======== AVAILABLE DATA

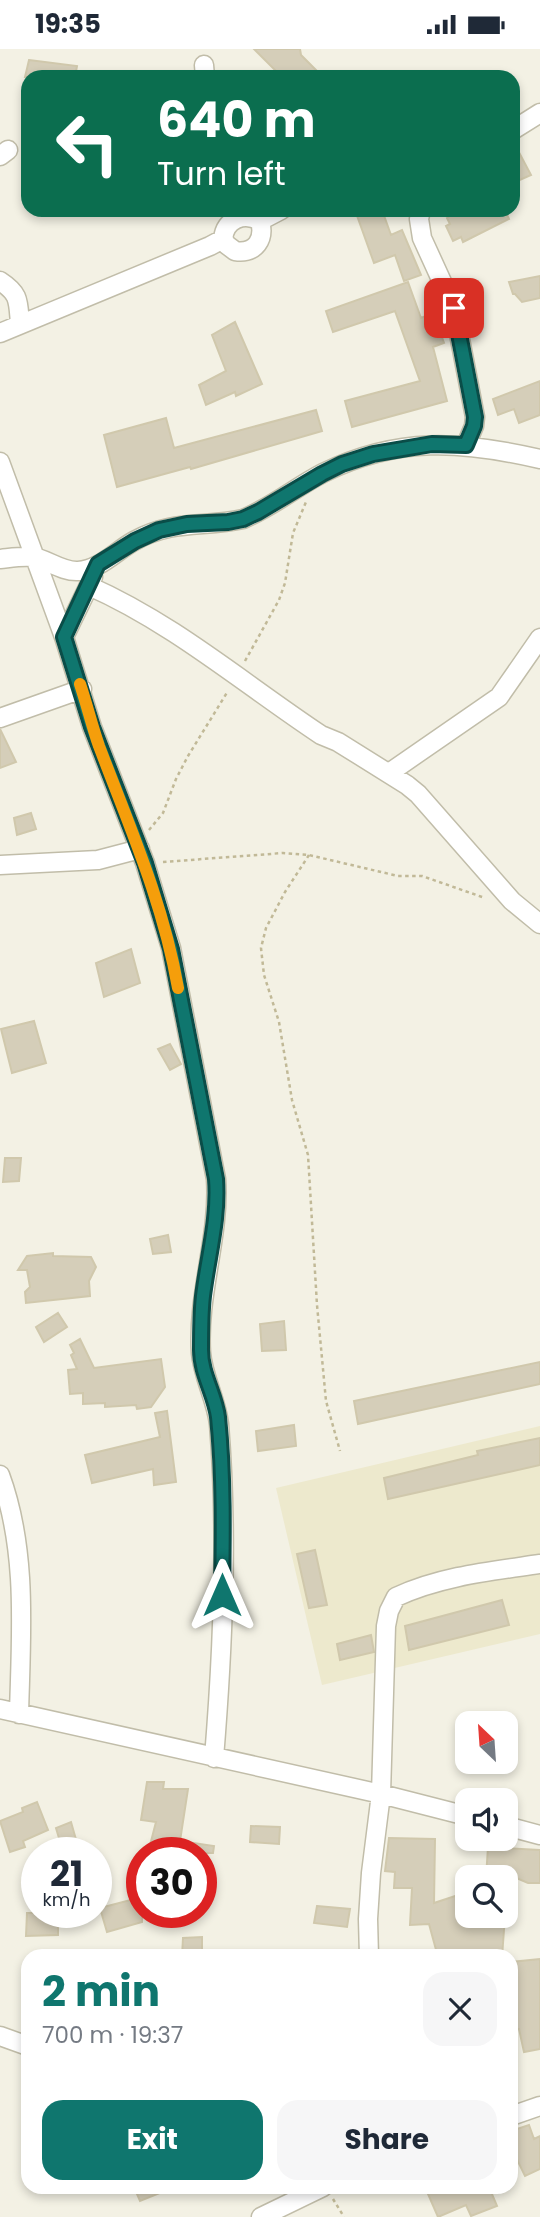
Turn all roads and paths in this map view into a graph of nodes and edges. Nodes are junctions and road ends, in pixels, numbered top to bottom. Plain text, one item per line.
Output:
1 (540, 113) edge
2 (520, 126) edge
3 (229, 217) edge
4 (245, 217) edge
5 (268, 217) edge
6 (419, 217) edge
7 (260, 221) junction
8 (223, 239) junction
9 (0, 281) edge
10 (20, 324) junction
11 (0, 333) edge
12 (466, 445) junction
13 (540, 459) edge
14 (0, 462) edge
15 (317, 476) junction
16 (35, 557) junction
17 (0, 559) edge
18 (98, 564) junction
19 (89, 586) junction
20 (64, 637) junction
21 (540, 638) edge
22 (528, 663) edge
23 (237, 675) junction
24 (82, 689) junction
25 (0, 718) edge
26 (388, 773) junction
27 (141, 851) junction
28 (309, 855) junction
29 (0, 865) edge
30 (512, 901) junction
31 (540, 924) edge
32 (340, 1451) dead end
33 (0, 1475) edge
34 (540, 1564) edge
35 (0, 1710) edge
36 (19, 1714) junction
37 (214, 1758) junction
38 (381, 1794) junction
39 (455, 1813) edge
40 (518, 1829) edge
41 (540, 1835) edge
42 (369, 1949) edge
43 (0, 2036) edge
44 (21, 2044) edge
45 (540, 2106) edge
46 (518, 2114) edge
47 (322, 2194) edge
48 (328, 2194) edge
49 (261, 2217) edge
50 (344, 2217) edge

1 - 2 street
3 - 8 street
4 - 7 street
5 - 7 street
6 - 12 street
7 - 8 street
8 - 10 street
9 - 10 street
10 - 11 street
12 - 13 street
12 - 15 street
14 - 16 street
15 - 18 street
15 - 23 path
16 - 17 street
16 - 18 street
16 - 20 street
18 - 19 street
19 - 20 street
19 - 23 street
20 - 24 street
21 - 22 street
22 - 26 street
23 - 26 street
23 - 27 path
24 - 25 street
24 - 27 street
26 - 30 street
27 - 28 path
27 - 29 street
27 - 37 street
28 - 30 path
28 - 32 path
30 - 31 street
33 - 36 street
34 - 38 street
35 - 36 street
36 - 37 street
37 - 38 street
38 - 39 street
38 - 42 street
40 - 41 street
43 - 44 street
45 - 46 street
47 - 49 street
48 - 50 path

================
======== AVAILABLE DATA

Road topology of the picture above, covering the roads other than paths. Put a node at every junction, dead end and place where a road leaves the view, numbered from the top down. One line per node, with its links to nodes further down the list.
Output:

================

→ PROBLEM DESCRIPTION: Scan the entries for the word "numbered". Report each line that has it.

→ SOLVED EXERCISE:
Turn all roads and paths in this map view into a graph of nodes and edges. Nodes are junctions and road ends, in pixels, numbered top to bottom. Plain text, one item per line.
Road topology of the picture above, covering the roads other than paths. Put a node at every junction, dead end and place where a road leaves the view, numbered from the top down. One line per node, with its links to nodes further down the list.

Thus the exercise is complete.